So you want to make video games. Who wouldn't? It must be amazing creating new e-narratives and cyber stories. Working with a team of talented artists and programmers and probably Jennifer Hale, giving fans hours of joy, what could be better?
Anything. Literally anything could be better than working in video games. Despite its self-glamorization as a cool wolf pack having fun, wolf-packing around, the video game industry is serious business. And like any serious business, the people who make that serious business work are more or less interchangeable parts in a horrible machine of sadness. Don't believe me? List time!
7. You Won't Work On A Game You Like
Every video game is made by a group of people with their own hopes, dreams, and families. A lot of them are nice folks who are super excited to be part of the industry that shaped their childhood. So when you make your hilarious YouTube video mocking the shovelware in a Best Buy, try to remember that decent, mother-born humans were forced to create that Dora the Explorer game. And since around 90 to 99.9999% of games are total crap, you'll probably also be forced to make that Dora the Explorer game. Especially at the entry level, which in the video games means "the rest of your life."

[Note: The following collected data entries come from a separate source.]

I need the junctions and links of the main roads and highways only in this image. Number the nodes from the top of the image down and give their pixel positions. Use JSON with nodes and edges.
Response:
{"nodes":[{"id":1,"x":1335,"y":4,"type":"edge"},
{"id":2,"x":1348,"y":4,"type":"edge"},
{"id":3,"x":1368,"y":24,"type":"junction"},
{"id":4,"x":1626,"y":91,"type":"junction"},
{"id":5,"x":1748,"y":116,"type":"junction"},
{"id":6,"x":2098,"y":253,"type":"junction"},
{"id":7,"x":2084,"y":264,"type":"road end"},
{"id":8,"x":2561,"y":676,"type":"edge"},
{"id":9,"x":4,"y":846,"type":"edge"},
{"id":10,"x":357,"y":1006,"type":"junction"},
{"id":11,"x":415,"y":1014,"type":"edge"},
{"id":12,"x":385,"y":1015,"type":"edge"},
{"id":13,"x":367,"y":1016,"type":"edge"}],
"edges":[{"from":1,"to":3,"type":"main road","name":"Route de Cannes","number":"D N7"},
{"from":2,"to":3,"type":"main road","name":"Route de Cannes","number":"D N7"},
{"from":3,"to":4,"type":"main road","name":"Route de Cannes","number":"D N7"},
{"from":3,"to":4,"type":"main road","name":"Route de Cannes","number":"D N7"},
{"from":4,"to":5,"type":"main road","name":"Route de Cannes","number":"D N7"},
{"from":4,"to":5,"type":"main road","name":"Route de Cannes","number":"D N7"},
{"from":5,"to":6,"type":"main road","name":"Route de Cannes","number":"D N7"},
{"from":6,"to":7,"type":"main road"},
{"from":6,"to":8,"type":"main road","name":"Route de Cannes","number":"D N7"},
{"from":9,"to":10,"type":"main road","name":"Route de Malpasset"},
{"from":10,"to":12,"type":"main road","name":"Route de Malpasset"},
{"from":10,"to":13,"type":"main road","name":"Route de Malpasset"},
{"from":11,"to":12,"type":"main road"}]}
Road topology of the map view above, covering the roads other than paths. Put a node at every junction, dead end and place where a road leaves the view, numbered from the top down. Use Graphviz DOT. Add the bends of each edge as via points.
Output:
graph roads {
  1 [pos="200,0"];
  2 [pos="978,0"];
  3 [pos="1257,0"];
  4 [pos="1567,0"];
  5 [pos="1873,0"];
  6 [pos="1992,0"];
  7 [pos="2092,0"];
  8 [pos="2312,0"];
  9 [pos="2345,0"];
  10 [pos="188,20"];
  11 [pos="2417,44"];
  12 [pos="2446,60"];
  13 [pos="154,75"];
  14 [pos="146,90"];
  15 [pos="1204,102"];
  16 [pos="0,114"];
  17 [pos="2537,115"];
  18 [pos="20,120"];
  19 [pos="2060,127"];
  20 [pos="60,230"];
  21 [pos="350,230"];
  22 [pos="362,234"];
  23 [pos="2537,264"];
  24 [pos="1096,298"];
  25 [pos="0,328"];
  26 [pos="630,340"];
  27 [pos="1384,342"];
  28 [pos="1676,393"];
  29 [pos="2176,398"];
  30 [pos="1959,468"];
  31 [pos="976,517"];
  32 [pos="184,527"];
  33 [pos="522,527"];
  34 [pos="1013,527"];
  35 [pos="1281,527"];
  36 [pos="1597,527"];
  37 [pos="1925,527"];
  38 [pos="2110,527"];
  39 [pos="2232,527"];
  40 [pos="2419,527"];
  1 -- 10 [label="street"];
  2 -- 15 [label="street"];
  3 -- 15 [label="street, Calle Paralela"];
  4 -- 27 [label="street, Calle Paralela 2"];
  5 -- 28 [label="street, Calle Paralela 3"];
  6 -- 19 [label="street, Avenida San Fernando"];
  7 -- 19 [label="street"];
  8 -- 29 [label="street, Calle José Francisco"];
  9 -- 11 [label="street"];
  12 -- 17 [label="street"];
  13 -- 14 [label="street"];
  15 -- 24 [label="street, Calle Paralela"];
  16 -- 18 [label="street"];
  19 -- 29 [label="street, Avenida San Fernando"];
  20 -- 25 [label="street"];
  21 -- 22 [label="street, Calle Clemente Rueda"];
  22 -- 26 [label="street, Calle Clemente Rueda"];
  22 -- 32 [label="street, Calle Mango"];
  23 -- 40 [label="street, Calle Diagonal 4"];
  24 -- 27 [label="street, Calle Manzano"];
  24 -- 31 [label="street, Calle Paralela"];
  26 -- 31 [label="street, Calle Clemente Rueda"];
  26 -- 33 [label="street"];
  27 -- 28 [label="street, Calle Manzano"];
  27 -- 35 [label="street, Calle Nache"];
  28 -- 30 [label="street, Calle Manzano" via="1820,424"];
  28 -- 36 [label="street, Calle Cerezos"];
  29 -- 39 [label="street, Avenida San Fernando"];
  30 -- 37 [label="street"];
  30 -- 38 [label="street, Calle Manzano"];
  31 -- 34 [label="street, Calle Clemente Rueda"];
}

Even if you're lucky enough to land that dream job at Valve or Nintendo or Blizzard, and you get to work on a beloved franchise, you'll hate it when you're done. Try enjoying Halo after you get reprimanded for slightly coloring Master Chief's helmet off the style guide. You won't. The magic will be gone: An endless universe filled with infinite stories will be replaced by a group of bug logs reporting that Nathan Drake's eyes are missing in cut scenes.
6. You'll Be Expected To Move Far, Far Away
When Silent Hill Downpour lead designer Brian Gomez left the project this month, he said "I couldn't keep making the commute between Los Angeles and Brno for another 4-6 months." What a wuss! Just buy an audio book and suck it up, right?
Except that Brno isn't some suburb a traffic jam away from Los Angeles. It's in the Czech Republic. Because Brian Gomez is such a talented and in-demand designer, he was expected to spend the majority of his time in a country that's not the country where his wife and children live.
He's not the only one: job listings for video game companies often ask if applicants are willing to leave America. And stop getting excited, thinking it means you'll be shooting movies in the luscious hills of New Zealand. It just means you'll have to do your 18-hour programming day somewhere the one person willing to have sex with you isn't. Usually Poland.
5. The Fans Will Attack You For Everything
Everyone hates you when you make video games. Everyone. Do something right, and fans will demand you do it again, right now. Do something wrong, and fans will demand that you change it immediately and then give them something free to make up for all the suffering they went through.
That trailer you spent months working on and getting approved is terrible! That Special Edition boxed set you designed only contains a cloth map? What a rip off! The console multiplayer mode you programmed doesn't support enough players. Boo! And the single-player campaign you wrote is a lot of fun, but way too short to be worth $50.
Like a sea of bad fathers, video game fans will never be happy with your work. And even if they are, the DRM your parent company forced you to put in the game means they're telling all their friends how to pirate it anyway.
4. Nobody Will Understand Your Job
No matter what job you get, people will think your job is a million times easier and more fun than it actually is. Civilians simply don't get how hard it is to make video games (and neither do you that's why you want to make video games). And when you explain what you do, you'll lose their interest in a heartbeat. Here's a reasonably accurate conversation you'll have every time your job comes up:
-"You make video games? Wow! That's awesome! What do you do?"
-"I'm a tester."
-"Wow! A tester! Lucky guy, getting to play video games all day."
-"Actually, I just play one game every day. I've played it for a year now. I know every inch of every map. I know every secret, every lie that has been stitched into a universe made of empty polygons. I know how to melt down the entire network with one wrong item in my inventory. Every night, I dream of looped sound and text overruns. My wife left me after she tried to spice up our marriage and I said her dress wouldn't fit ESRB guidelines. I sometimes wonder if I am a character in a crueler video game. A video game about testers. And the only reason I have not killed myself is because I'm afraid that in this video game, there are continues."
-"Wow, how do you even get a job in video games?"